In his book, “Principles of Scientific Management (1911), Frederick Winslow Taylor, a mechanical engineer by trade who became obsessed with improving efficiency, wrote.
Now one of the very first requirements for a man who is fit to handle pig iron as a regular occupation is that he shall be so stupid and so phlegmatic that he more nearly resembles in his mental make-up the ox than any other type. The man who is mentally alert and intelligent is for this very reason entirely unsuited to what would, for him, be the grinding monotony of work of this character. Therefore the workman who is best suited to handling pig iron is unable to understand the real science of doing this class of work. He is so stupid that the word “percentage” has no meaning to him, and he must consequently be trained by a man more intelligent than himself into the habit of working in accordance with the laws of this science before he can be successful.
Simply put, this means workers are not that smart or capable and therefore need to be trained by someone who is smarter and more capable than they are, aka, the manager.
Leadership was once viewed as the responsibility of a select few people who metaphorically and figuratively sat at the top of their organizations. However, over the years we have seen organizations become larger, more networked, distributed, and where we collectively are spending more time doing work with our minds instead of with our hands – shifting from manual to intellectual work.
In my last book, The Future Leader, I discovered that most people become leaders at some point in their early 20’s. Perhaps you’re leading a small team in a corporate headquarters or maybe you’re a supervisor in a retail store. However, these same people don’t get any formal leadership training until their mid to late 30’s and sometimes not even until their early 40’s!
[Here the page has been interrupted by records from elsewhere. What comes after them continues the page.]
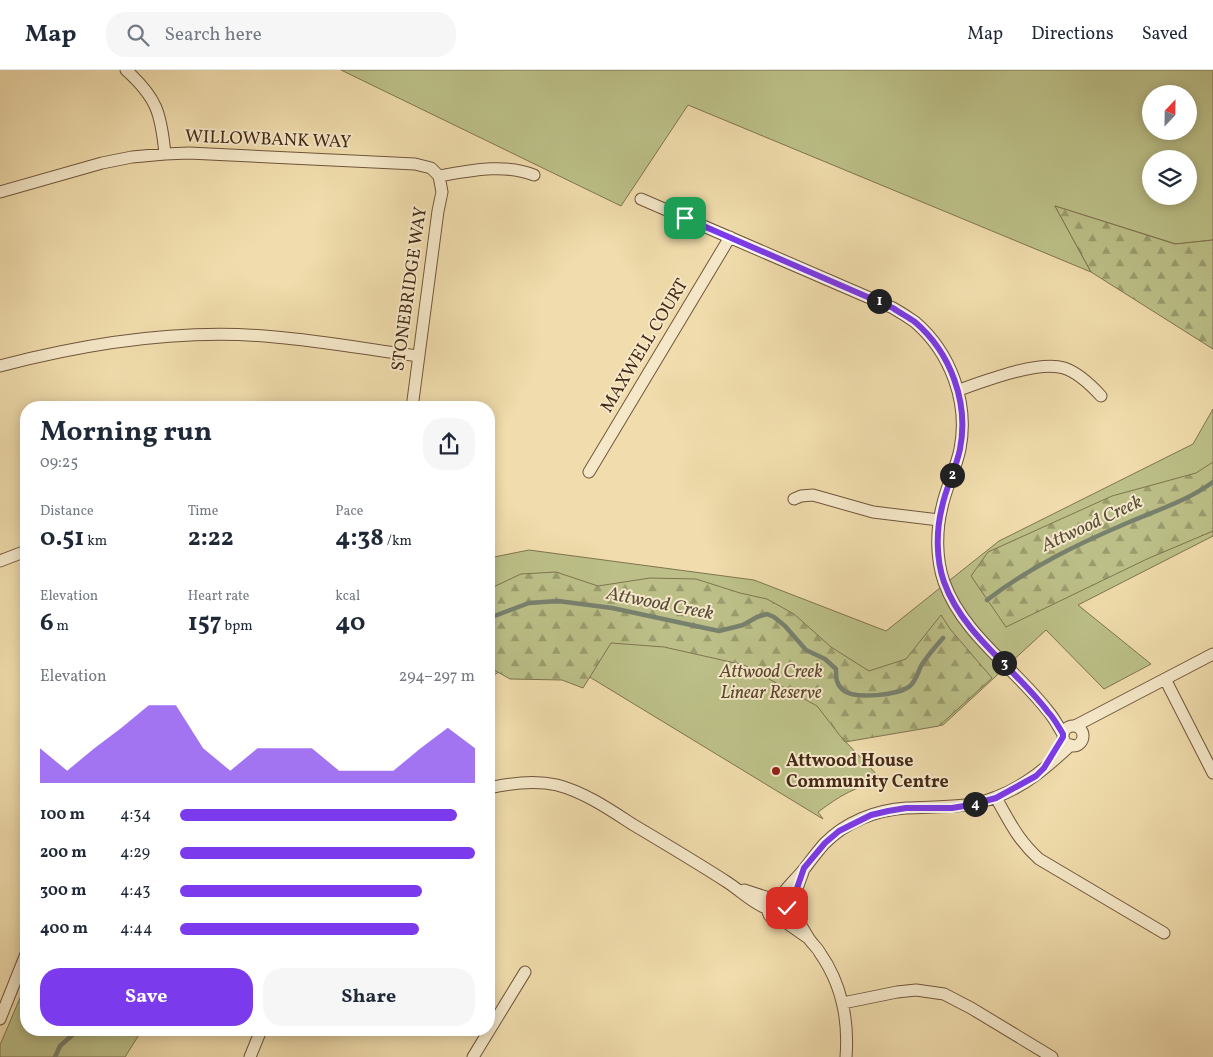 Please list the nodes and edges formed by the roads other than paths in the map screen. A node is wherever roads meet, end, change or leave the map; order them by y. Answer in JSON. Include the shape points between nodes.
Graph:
{"nodes":[{"id":1,"x":126,"y":70,"type":"edge"},
{"id":2,"x":165,"y":154,"type":"junction"},
{"id":3,"x":534,"y":175,"type":"dead end"},
{"id":4,"x":439,"y":176,"type":"junction"},
{"id":5,"x":0,"y":192,"type":"edge"},
{"id":6,"x":641,"y":200,"type":"dead end"},
{"id":7,"x":730,"y":238,"type":"junction"},
{"id":8,"x":418,"y":356,"type":"junction"},
{"id":9,"x":0,"y":366,"type":"edge"},
{"id":10,"x":959,"y":390,"type":"junction"},
{"id":11,"x":1101,"y":396,"type":"dead end"},
{"id":12,"x":413,"y":401,"type":"edge"},
{"id":13,"x":589,"y":472,"type":"dead end"},
{"id":14,"x":794,"y":499,"type":"dead end"},
{"id":15,"x":940,"y":520,"type":"junction"},
{"id":16,"x":20,"y":553,"type":"edge"},
{"id":17,"x":0,"y":561,"type":"edge"},
{"id":18,"x":1213,"y":654,"type":"edge"},
{"id":19,"x":1165,"y":679,"type":"junction"},
{"id":20,"x":1071,"y":734,"type":"junction"},
{"id":21,"x":1213,"y":773,"type":"edge"},
{"id":22,"x":495,"y":787,"type":"edge"},
{"id":23,"x":996,"y":798,"type":"junction"},
{"id":24,"x":779,"y":907,"type":"junction"},
{"id":25,"x":1164,"y":934,"type":"dead end"},
{"id":26,"x":20,"y":969,"type":"edge"},
{"id":27,"x":524,"y":972,"type":"dead end"},
{"id":28,"x":842,"y":1003,"type":"junction"},
{"id":29,"x":1,"y":1016,"type":"edge"},
{"id":30,"x":495,"y":1020,"type":"edge"},
{"id":31,"x":259,"y":1036,"type":"edge"},
{"id":32,"x":486,"y":1036,"type":"edge"},
{"id":33,"x":250,"y":1057,"type":"edge"},
{"id":34,"x":473,"y":1057,"type":"edge"},
{"id":35,"x":846,"y":1057,"type":"edge"},
{"id":36,"x":1052,"y":1057,"type":"edge"}],
"edges":[{"from":1,"to":2,"type":"street","via":[[150,95],[158,109]]},
{"from":2,"to":4,"type":"street","name":"WILLOWBANK WAY","via":[[415,164],[431,168]]},
{"from":2,"to":5,"type":"street","name":"WILLOWBANK WAY","via":[[102,163]]},
{"from":3,"to":4,"type":"street","via":[[503,169]]},
{"from":4,"to":8,"type":"street","name":"STONEBRIDGE WAY","via":[[442,192]]},
{"from":6,"to":7,"type":"street"},
{"from":7,"to":10,"type":"street","via":[[869,297],[915,322],[945,359]]},
{"from":7,"to":13,"type":"street","name":"MAXWELL COURT"},
{"from":8,"to":9,"type":"street","via":[[275,336],[194,335],[115,343]]},
{"from":8,"to":12,"type":"street","name":"STONEBRIDGE WAY"},
{"from":10,"to":11,"type":"street","via":[[1036,367],[1051,366],[1076,374]]},
{"from":10,"to":15,"type":"street","via":[[963,429]]},
{"from":14,"to":15,"type":"street","via":[[813,495],[873,512]]},
{"from":15,"to":20,"type":"street","via":[[940,563],[950,596],[980,637]]},
{"from":16,"to":17,"type":"street"},
{"from":18,"to":19,"type":"street"},
{"from":19,"to":20,"type":"street","via":[[1132,695]]},
{"from":19,"to":21,"type":"street"},
{"from":20,"to":23,"type":"street","via":[[1044,768],[1024,784]]},
{"from":22,"to":24,"type":"street","via":[[533,782],[557,785],[576,792],[736,887],[746,897]]},
{"from":23,"to":24,"type":"street","via":[[952,808],[906,808],[871,815],[839,831],[787,886]]},
{"from":23,"to":25,"type":"street","via":[[1025,846],[1039,859]]},
{"from":24,"to":28,"type":"street","via":[[796,917],[820,952],[829,966]]},
{"from":26,"to":29,"type":"street"},
{"from":27,"to":30,"type":"street"},
{"from":28,"to":35,"type":"street","via":[[847,1030]]},
{"from":28,"to":36,"type":"street","via":[[916,990],[944,994]]},
{"from":31,"to":33,"type":"street"},
{"from":32,"to":34,"type":"street"}]}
I was recently speaking at a large organization with 500 leaders in attendance. I asked them how many of them received formal leadership training when they first got into their leadership roles. MAYBE a dozen hands went up in that entire room of 500.
There’s an old joke where the CFO goes up the CEO and says “What happens if we invest in developing our people and then they leave us?” to which the CEO responds with “What happens if we don’t, and they stay?”
Why wouldn’t you want everyone at your company to have leadership training?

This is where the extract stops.